Quality control

We will start by looking into quality scores of our sequences to do a quality check. To achieve this task, we use FASTQC program with raw sequencing data. FASTQC provides an easy-to-understand html report, facilitating an efficient quality check of fastq files.

The command below run the fastqc program for each fastq (or compressed fastq.gz) file and produces a report for each file in the output_directory.

fastqc fastq_directory -o output_directory

In our case, we have multiple compressed fastq files with the file extension of .fastq.gz. We will use the expression *.fastq.gz to specify all those files for the processing. The following command run fastqc program for every file.

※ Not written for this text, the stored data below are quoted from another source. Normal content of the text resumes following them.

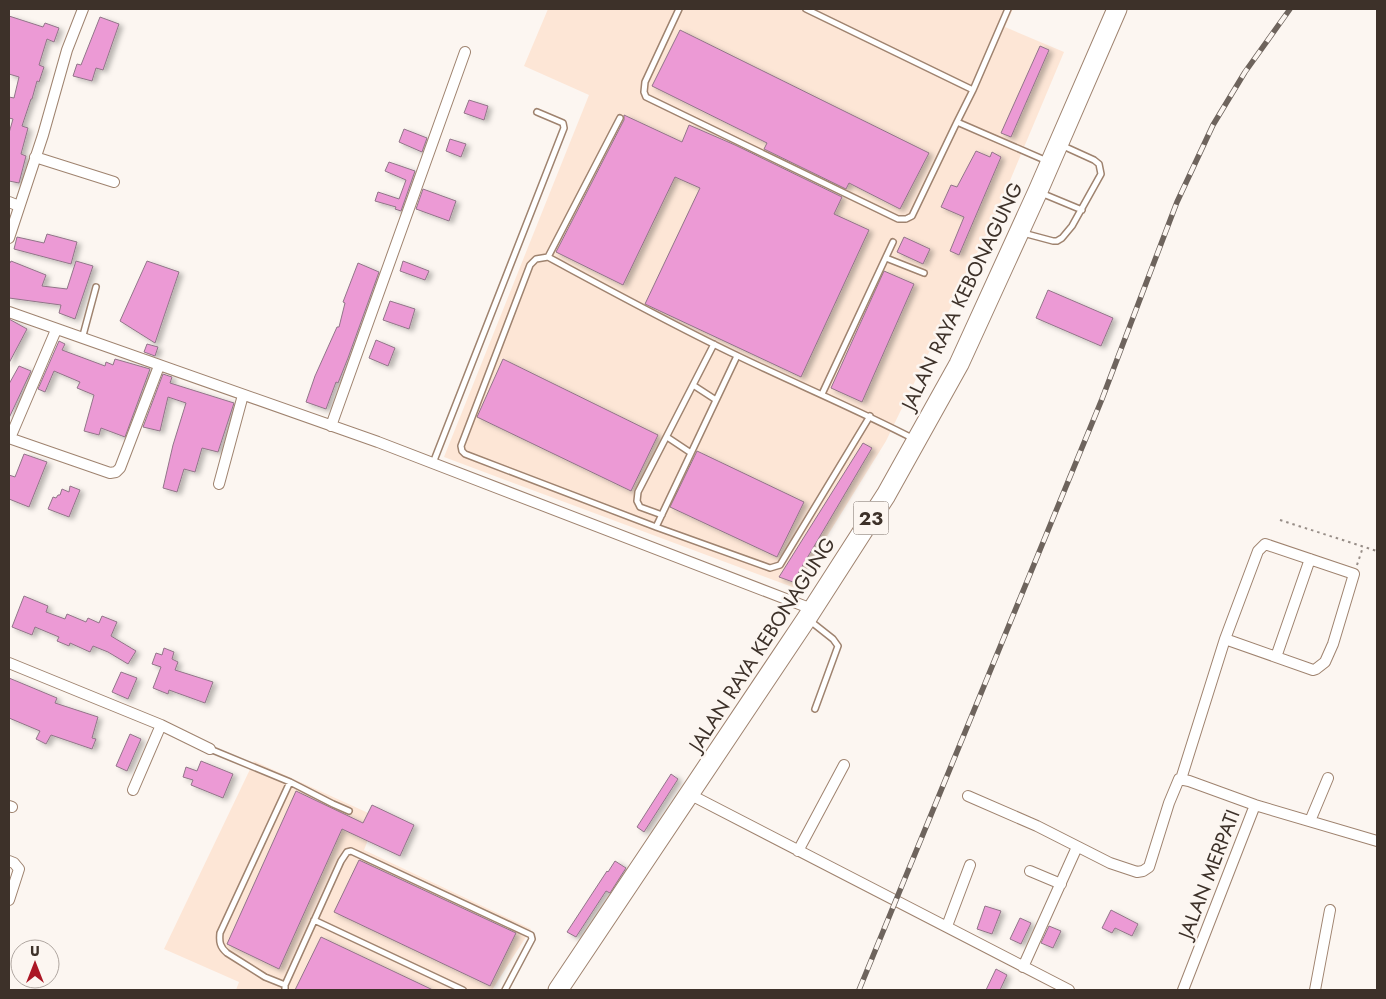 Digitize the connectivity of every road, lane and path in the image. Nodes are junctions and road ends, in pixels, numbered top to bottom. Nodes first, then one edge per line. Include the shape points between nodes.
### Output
1 (80, 9) edge
2 (679, 9) edge
3 (806, 9) edge
4 (1008, 9) edge
5 (1117, 9) edge
6 (465, 52) dead end
7 (973, 90) junction
8 (538, 112) dead end
9 (620, 118) dead end
10 (957, 122) junction
11 (1058, 144) junction
12 (35, 157) junction
13 (1050, 163) junction
14 (114, 182) dead end
15 (1038, 192) junction
16 (9, 202) edge
17 (19, 206) junction
18 (1082, 210) junction
19 (1020, 232) junction
20 (9, 238) edge
21 (893, 242) dead end
22 (548, 257) junction
23 (886, 258) junction
24 (924, 273) dead end
25 (96, 287) dead end
26 (9, 312) edge
27 (56, 330) junction
28 (82, 340) junction
29 (714, 344) junction
30 (737, 356) junction
31 (159, 366) junction
32 (693, 385) junction
33 (822, 394) junction
34 (243, 395) junction
35 (716, 400) junction
36 (870, 416) junction
37 (331, 426) junction
38 (667, 437) junction
39 (9, 438) edge
40 (917, 441) junction
41 (691, 453) junction
42 (433, 464) junction
43 (219, 484) dead end
44 (662, 515) junction
45 (1280, 520) dead end
46 (656, 527) junction
47 (1363, 546) junction
48 (1377, 551) edge
49 (1310, 558) junction
50 (1354, 574) junction
51 (810, 614) junction
52 (1225, 639) junction
53 (1276, 657) junction
54 (9, 663) edge
55 (815, 709) dead end
56 (162, 725) junction
57 (210, 749) joint
58 (844, 765) dead end
59 (1328, 778) dead end
60 (1181, 779) junction
61 (290, 782) junction
62 (133, 790) dead end
63 (689, 794) junction
64 (968, 796) dead end
65 (1255, 805) junction
66 (350, 810) dead end
67 (1310, 821) junction
68 (1377, 841) edge
69 (1078, 847) junction
70 (798, 851) junction
71 (9, 861) edge
72 (970, 865) dead end
73 (1030, 871) dead end
74 (1061, 884) junction
75 (9, 900) edge
76 (1330, 910) dead end
77 (314, 920) junction
78 (947, 926) junction
79 (1024, 967) junction
80 (284, 988) edge
81 (462, 990) edge
82 (505, 990) edge
83 (558, 990) edge
84 (1069, 990) edge
85 (1183, 990) edge
86 (1315, 990) edge

1 - 12 street
2 - 10 lane via 645,82 646,97 898,218 912,216
3 - 7 lane
4 - 7 lane
5 - 11 highway, JALAN RAYA KEBONAGUNG / 23
6 - 37 street
7 - 10 lane
8 - 42 lane via 563,123 564,128
9 - 22 lane
10 - 13 lane
11 - 13 highway, JALAN RAYA KEBONAGUNG / 23
11 - 18 lane via 1094,160 1100,168 1101,174
12 - 14 street
12 - 17 street
13 - 15 highway, JALAN RAYA KEBONAGUNG / 23
15 - 18 lane
15 - 19 highway, JALAN RAYA KEBONAGUNG / 23
16 - 17 street
17 - 20 street
18 - 19 lane via 1057,241
19 - 40 highway, JALAN RAYA KEBONAGUNG / 23 via 959,364
21 - 23 lane
22 - 29 lane
22 - 46 lane via 536,259 530,265 461,446 462,451
23 - 24 lane
23 - 33 lane
25 - 28 lane
26 - 27 street
27 - 28 street
27 - 39 street
28 - 31 street
29 - 30 lane
29 - 32 lane
30 - 33 lane
30 - 35 lane
31 - 34 street
31 - 39 street via 116,472 110,473
32 - 35 lane
32 - 38 lane
33 - 36 lane
34 - 37 street
34 - 43 street
35 - 41 lane
36 - 40 lane
36 - 46 lane via 780,565 770,568
37 - 42 street
38 - 41 lane
38 - 44 lane via 638,492 637,501 640,507
40 - 51 highway, JALAN RAYA KEBONAGUNG / 23
41 - 44 lane
42 - 51 street
44 - 46 lane
45 - 47 path
47 - 48 path
47 - 50 path
49 - 50 street
49 - 52 street via 1265,544 1258,551
49 - 53 street
50 - 53 street via 1333,644 1324,662 1313,670
51 - 55 lane via 838,646
51 - 63 highway, JALAN RAYA KEBONAGUNG / 23
52 - 53 street
52 - 60 street
54 - 56 street
56 - 57 street
56 - 62 street
57 - 61 lane
58 - 70 street
59 - 67 street
60 - 65 street
60 - 69 street via 1172,793 1149,867 1143,871 1119,866
61 - 66 lane
61 - 80 lane via 220,933 219,942 227,953
63 - 70 street
63 - 83 highway, JALAN RAYA KEBONAGUNG / 23
64 - 69 street
65 - 67 street, JALAN MERPATI
65 - 85 street, JALAN MERPATI
67 - 68 street, JALAN MERPATI
69 - 74 street
70 - 78 street
71 - 75 street via 19,869
72 - 78 street
73 - 74 street
74 - 79 street
76 - 86 street
77 - 80 lane
77 - 81 lane
77 - 82 lane via 341,861 347,852 354,851 531,935
78 - 79 street
79 - 84 street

fastqc ./raw_data/*.fastq.gz -o ./fastqc_results

This execution results in the generation of a html and a zip file for each processed fastq file. The html file provides a report consisting of tables, figures about the quality check. The zip file contains all the figures, tables, and summaries. Figure fig-quality shows the distribution of quality scores for each position for a particular fastq file (SRR6915103_1).

Figure 1: Qaulity score distribution

Such report is generated for each fastq file and it can become cumbersome checking each of those files for quality check. To simplify this step and aggregate all such reports into a single one, we use MULTIQC program (Ewels et al. 2016).

The command below run multiqc program which generates a html report and a directory of images, tables, and summaries.

multiqc ./fastqc_results -o multiqc_results

The below image shows a snapshot of multiqc report.

Figure 2: Multiqc report

Trimming sequences to enhance quality

This task involves removing sequences due to low quality or due to other measures (e.g., shorter than a particular length).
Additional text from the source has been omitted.